The even larger, 36x36 set of sudokus, is where we can see the that the simpler approaches start consistently timing out after 10 minutes:

  • Basic: 25/30 runs timed out.
  • Binary: 28/30 runs timed out.
  • Sparse: 24/30 runs timed out.

These make sense - based on the smaller instances we already noticed that all 3 of these tend to require many more steps, binary suffers from having too many finer-grained constraints to evaluate, basic is non-incremental, and sparse is only a slight improvement over basic. So none of them do well, binary is worse than the other two, while the incrementality of sparse over basic may be slightly helping.

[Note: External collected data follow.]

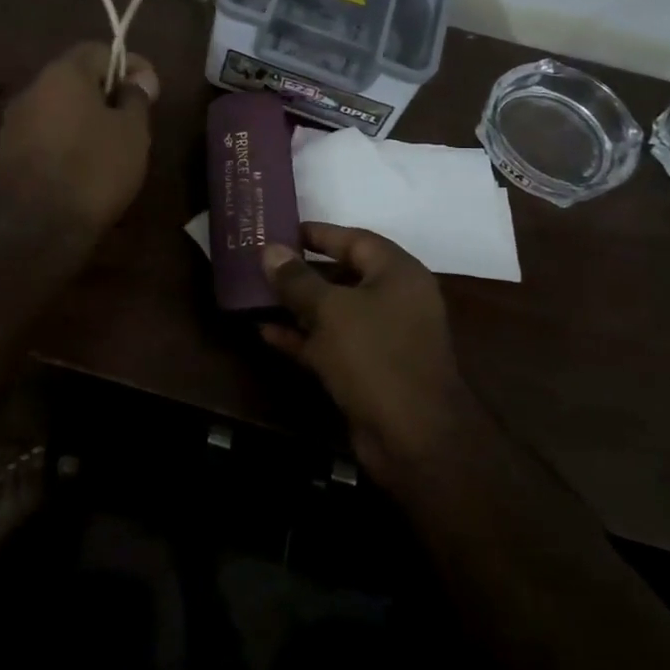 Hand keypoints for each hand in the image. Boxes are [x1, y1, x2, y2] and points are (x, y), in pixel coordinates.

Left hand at [0, 42, 158, 241]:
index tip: (150, 88)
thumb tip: (138, 78)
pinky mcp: (4, 154)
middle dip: (103, 92)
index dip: (128, 64)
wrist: (38, 228)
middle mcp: (31, 90)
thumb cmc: (94, 170)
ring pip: (55, 108)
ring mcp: (12, 123)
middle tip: (131, 117)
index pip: (98, 50)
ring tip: (107, 145)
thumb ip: (136, 98)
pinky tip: (79, 167)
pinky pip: (41, 136)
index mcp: (63, 74)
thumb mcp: (132, 132)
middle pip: (73, 78)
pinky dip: (62, 142)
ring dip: (81, 118)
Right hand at [260, 224, 486, 482]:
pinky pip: (331, 343)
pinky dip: (302, 337)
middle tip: (261, 262)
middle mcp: (394, 300)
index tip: (281, 231)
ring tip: (256, 294)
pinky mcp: (368, 370)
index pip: (355, 239)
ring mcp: (382, 338)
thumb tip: (270, 250)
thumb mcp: (330, 310)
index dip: (317, 234)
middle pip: (343, 275)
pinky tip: (265, 333)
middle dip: (301, 271)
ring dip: (297, 306)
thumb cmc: (375, 356)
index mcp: (398, 274)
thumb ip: (297, 279)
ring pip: (334, 312)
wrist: (413, 438)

Only bipartite and pigeonhole implementations remain viable, with bipartite continuing to be in the lead:

In short, bipartite is clearly starting to win, and the trend continues for larger instances, based on a handful of ad hoc experiments.

Like with many things, it comes down to trade-offs. In this case, choosing the right implementation of an all-different constraint comes down to choosing between simplicity, speed, and consistent performance. Determining which of these is more important to you can help you choose the right implementation:

  • Fast implementations are easy to understand, and can be “good enough” for smaller problems, but have unstable run times, and don’t scale well.
  • More sophisticated implementations are the opposite, they’re harder to understand and implement, don’t provide a ton of value on smaller problems, but truly shine on large problems, and have consistent performance characteristics to boot.

Lastly, it’s worth noting that more efficient algorithms for all-different constraints and sudokus are out there, and I’ve yet to experiment with them. Regin’s all-different algorithm and Knuth’s Dancing links algorithm are two examples of these, respectively.